In support of its position that the evidence was legally insufficient, White Way vigorously argues that the award for the entire contract price must be bottomed on a jury finding that McMahan had fully performed the contract, including its warranty provisions. We disagree.
White Way's analysis disregards the jury's options under the instructions. The jury was instructed, without objection, that if White Way wrongfully refused to make payments as they came due under the contract, McMahan was entitled to be paid any installments then due and to be excused from further performance, including performance on the five-year warranty. So instructed, the jury's verdict need not indicate a finding that McMahan had fully performed the contract, or even that the jury disbelieved all of the evidence concerning the malfunctions in the system. The jury was free to view the difficulties in operating the system as evidence of warranty obligations from which McMahan had been legally excused.

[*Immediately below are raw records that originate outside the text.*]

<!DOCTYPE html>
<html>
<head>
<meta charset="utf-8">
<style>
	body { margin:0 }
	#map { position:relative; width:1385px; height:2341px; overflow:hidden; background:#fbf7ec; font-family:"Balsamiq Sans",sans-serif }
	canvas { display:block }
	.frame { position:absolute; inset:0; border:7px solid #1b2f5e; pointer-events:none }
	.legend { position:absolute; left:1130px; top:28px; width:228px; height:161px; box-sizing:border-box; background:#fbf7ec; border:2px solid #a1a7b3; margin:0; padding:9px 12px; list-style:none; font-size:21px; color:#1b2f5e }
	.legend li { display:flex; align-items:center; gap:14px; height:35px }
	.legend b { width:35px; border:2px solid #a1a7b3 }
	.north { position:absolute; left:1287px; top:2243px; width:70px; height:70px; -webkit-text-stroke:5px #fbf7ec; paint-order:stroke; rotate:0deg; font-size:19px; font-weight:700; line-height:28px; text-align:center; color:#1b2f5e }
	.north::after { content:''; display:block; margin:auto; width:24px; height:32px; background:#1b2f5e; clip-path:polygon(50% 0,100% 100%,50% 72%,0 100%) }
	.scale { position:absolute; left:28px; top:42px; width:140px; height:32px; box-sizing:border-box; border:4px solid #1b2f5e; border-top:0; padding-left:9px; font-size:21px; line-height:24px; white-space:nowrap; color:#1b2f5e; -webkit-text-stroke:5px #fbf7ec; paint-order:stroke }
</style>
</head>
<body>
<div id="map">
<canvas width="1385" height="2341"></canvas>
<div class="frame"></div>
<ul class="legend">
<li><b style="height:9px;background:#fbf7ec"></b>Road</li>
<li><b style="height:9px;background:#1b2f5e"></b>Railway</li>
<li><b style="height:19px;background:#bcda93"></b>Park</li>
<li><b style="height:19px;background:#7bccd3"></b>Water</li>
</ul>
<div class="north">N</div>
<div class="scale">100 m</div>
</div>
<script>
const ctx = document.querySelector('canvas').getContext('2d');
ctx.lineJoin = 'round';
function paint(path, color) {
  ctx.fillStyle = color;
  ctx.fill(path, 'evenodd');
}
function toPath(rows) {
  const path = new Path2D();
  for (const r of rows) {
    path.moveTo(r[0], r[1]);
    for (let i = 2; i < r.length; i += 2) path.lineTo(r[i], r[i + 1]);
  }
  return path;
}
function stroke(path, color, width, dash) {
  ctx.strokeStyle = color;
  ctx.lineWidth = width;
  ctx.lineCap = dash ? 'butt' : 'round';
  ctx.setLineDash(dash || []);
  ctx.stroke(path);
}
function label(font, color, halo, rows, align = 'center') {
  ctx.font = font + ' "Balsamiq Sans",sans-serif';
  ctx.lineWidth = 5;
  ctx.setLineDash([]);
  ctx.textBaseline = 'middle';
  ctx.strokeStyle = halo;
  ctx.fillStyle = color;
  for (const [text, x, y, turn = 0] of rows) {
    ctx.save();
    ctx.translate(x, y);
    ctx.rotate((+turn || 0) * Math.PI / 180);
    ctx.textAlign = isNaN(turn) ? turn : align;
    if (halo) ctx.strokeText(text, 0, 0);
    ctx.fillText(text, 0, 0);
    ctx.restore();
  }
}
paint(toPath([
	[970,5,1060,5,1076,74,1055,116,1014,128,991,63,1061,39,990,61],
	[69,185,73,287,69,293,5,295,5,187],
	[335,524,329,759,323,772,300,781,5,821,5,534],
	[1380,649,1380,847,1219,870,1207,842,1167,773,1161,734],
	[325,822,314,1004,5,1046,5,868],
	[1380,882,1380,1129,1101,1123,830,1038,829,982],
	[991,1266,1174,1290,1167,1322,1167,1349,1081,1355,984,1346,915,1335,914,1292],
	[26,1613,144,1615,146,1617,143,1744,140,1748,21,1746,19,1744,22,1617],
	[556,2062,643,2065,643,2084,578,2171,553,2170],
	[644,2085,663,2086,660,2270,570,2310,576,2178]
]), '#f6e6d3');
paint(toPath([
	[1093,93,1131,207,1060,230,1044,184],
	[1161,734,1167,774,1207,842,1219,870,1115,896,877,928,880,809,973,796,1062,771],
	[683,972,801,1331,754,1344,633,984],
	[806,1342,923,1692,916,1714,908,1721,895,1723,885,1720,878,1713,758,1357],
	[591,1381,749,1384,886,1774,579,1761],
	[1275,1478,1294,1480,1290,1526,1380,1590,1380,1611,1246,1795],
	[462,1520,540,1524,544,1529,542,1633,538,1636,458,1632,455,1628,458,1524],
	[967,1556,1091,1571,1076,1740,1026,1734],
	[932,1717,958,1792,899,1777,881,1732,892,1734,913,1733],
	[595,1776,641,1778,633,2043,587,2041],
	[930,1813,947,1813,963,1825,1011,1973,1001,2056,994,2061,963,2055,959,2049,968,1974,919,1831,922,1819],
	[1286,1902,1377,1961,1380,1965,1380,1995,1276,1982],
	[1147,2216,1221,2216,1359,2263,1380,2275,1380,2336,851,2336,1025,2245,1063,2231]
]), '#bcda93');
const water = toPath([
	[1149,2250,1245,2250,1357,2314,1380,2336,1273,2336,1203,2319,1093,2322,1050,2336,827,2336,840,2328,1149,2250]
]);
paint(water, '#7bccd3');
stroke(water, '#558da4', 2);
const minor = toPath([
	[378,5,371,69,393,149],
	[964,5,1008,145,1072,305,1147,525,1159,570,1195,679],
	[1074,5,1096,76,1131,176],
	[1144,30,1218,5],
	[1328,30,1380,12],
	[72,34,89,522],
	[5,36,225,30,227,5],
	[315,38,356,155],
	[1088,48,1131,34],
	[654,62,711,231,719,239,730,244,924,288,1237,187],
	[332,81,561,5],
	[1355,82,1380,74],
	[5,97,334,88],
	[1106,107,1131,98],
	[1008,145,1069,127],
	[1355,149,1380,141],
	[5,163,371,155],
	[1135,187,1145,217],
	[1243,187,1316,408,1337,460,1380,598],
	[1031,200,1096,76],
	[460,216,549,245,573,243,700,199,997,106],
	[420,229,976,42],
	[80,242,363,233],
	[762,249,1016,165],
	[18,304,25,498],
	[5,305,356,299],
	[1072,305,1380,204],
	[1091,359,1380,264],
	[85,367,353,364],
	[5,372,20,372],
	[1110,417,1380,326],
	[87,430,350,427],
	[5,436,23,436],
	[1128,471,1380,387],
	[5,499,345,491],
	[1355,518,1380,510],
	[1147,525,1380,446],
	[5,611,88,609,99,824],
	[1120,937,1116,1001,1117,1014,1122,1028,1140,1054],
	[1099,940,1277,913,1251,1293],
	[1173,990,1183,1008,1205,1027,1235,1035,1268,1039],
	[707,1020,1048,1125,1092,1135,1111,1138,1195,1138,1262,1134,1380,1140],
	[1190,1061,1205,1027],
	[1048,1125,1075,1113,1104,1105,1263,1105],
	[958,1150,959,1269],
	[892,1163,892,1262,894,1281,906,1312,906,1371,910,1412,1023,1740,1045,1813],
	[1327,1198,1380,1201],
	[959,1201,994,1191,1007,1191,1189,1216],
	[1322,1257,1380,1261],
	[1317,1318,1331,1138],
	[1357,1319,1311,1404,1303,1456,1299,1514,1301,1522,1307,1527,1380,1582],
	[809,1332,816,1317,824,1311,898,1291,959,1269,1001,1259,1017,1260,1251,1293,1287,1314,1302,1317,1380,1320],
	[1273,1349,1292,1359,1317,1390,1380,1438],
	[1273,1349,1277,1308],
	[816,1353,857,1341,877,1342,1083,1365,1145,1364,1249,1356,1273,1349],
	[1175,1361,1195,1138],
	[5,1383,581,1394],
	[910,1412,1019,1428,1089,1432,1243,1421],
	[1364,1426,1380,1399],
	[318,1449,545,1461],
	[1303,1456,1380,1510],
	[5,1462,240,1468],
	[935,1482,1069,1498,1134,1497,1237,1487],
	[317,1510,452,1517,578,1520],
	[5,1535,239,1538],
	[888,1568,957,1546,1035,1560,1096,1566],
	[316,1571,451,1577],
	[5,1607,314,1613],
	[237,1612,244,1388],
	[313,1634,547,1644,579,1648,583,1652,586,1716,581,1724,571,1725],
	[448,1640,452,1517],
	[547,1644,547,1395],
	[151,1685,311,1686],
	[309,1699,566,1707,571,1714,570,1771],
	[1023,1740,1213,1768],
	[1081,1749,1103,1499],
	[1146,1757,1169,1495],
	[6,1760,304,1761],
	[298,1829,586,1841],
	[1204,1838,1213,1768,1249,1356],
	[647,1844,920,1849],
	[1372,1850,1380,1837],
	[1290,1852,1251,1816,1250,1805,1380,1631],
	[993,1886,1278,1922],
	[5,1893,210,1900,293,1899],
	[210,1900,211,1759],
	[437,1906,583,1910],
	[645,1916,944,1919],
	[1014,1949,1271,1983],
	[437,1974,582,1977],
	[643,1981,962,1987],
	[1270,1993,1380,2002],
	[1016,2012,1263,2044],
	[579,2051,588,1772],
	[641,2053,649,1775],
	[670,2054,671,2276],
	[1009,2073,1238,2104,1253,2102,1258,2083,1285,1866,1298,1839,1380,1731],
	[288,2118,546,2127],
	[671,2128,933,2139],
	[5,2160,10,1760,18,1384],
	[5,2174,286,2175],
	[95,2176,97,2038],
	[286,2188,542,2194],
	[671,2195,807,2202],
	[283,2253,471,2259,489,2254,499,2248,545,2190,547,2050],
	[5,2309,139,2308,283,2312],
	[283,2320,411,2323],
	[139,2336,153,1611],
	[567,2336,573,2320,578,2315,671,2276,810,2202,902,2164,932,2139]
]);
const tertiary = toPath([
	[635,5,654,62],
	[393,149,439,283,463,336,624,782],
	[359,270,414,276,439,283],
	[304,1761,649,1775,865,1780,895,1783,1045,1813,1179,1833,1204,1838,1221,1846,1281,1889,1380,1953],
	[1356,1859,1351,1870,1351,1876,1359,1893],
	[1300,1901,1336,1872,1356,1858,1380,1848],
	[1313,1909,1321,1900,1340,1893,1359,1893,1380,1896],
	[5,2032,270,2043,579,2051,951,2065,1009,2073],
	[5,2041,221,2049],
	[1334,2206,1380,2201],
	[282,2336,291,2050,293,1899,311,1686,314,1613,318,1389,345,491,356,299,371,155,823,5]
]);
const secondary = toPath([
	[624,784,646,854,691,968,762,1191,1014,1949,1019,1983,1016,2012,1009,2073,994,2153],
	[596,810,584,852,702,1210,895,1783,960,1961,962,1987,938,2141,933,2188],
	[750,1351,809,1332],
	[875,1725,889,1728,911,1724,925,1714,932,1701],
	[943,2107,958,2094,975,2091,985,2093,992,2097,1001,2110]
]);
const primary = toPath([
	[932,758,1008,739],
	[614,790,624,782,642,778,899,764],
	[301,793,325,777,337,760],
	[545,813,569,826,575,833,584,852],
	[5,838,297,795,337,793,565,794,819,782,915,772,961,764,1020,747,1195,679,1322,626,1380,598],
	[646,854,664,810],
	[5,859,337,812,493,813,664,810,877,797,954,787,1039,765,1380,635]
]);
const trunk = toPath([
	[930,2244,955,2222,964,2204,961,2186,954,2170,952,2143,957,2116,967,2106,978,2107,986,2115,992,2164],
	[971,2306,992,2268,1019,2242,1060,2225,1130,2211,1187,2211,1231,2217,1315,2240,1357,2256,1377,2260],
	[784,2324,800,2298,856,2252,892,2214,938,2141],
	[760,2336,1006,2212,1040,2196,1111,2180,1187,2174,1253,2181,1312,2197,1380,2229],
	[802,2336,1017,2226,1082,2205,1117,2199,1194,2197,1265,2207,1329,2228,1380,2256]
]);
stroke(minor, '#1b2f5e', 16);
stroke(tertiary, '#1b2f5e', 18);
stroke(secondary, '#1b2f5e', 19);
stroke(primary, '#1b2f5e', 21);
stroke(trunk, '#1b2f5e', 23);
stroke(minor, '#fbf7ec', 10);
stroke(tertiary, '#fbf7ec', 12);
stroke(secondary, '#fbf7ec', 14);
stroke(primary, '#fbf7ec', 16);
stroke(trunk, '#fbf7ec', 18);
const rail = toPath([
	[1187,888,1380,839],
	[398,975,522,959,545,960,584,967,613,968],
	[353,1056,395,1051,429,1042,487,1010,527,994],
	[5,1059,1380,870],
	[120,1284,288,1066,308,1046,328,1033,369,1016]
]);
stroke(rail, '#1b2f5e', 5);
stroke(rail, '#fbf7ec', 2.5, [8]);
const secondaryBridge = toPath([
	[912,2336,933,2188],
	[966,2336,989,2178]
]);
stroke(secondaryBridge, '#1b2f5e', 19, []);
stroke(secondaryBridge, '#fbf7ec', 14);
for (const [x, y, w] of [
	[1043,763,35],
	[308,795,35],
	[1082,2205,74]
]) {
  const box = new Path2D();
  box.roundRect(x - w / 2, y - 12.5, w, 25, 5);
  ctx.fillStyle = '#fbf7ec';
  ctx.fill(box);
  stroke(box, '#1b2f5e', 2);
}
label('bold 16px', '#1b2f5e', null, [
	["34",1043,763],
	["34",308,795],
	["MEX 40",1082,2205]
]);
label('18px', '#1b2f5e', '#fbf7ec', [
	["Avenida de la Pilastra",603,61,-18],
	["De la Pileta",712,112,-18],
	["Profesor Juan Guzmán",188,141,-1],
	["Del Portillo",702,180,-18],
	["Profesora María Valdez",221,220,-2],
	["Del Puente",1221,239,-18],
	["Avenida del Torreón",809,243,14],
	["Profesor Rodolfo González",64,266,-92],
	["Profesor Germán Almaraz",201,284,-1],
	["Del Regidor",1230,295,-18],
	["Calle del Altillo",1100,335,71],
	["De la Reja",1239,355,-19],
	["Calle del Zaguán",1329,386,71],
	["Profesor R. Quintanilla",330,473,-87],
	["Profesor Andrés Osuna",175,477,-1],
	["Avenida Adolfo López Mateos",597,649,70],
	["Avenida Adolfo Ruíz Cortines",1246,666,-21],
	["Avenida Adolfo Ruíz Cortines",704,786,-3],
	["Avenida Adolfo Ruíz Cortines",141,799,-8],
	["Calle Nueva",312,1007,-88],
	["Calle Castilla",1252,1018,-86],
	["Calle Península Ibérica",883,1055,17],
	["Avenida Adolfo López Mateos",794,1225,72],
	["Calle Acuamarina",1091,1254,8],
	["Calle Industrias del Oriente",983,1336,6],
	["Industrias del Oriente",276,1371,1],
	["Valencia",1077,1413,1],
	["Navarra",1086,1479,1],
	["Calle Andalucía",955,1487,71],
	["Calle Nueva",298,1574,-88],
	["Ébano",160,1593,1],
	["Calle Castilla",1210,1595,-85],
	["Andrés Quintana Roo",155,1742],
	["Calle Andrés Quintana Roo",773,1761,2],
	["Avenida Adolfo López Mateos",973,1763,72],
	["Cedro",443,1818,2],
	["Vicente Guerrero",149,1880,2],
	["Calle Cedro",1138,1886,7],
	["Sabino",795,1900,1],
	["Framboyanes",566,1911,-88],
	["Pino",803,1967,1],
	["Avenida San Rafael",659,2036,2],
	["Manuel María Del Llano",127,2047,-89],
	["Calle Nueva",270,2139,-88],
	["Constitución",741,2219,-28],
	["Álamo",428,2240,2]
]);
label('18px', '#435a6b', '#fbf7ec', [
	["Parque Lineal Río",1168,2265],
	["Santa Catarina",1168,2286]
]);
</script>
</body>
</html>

Having found sufficient evidence to take the case to the jury, we summarily conclude that the trial court did not abuse its discretion in denying White Way's motion for a new trial on the grounds that the verdict was against the weight of the evidence. See generally, Tsai v. Rosenthal, supra; 6A Moore, Federal Practice ¶ 59.08 (2nd ed. 1966) (and cases cited therein).
White Way's remaining contention is that the closing argument by counsel for McMahan "* * * so far transgressed the bounds of propriety that it furnishes a separate and independent ground for setting aside the perverse verdict it produced."
Again, no objection was made at the time the argument was given. Failure to object normally precludes consideration of, or at least weakens, the merits of the claim. Curtis Publishing Company v. Butts, 351 F.2d 702 (5th Cir. 1965), aff'd, 388 U.S. 130, 87 S.Ct. 1975, 18 L.Ed.2d 1094 (1967); Fabrizi v. Griffin, 162 F.Supp. 276 (W.D.Pa.), aff'd Fabrizi v. Kramer Bros. Freight Lines, Inc., 261 F.2d 594 (3rd Cir. 1958); Webster Motor Car Co. v. Packard Motor Car Co., 135 F.Supp. 4 (D.D. C.1955), rev'd on other grounds, 100 U. S.App.D.C. 161, 243 F.2d 418, cert. denied, 355 U.S. 822, 78 S.Ct. 29, 2 L.Ed. 2d 38 (1957).
However, the trial court considered the contention and found the argument "* * * vigorous and hard-hitting, but not beyond the pale." We have reviewed the closing argument and cannot say that the trial court abused its discretion in denying a motion for new trial on this issue. See, e. g., Rochester Civic Theatre, Inc. v. Ramsay, 368 F.2d 748, 755 (8th Cir. 1966); Tsai v. Rosenthal, supra.
The letters setting out the contract were written between November 1, 1966, and November 14, 1966. It is conceded that McMahan failed to deliver the components within one hundred days as provided for in the contract. However, McMahan contended at trial that White Way had waived its rights under this provision. The jury was instructed on McMahan's waiver theory, and White Way makes no argument relative to this point on appeal
These expenses were the subject of White Way's counterclaim. White Way's brief makes it clear that this counterclaim is not an issue on this appeal
See,e. g., United States v. Harrell, 133 F.2d 504 (8th Cir. 1943).
In so doing, we have followed the established rule that the evidence, including all reasonable inferences to be drawn therefrom, must be viewed in the light most favorable to McMahan, the prevailing party. Seee. g., Breeding v. Massey, 378 F.2d 171 (8th Cir. 1967); Hanson v. Ford Motor Co., 278 F.2d 586 (8th Cir. 1960).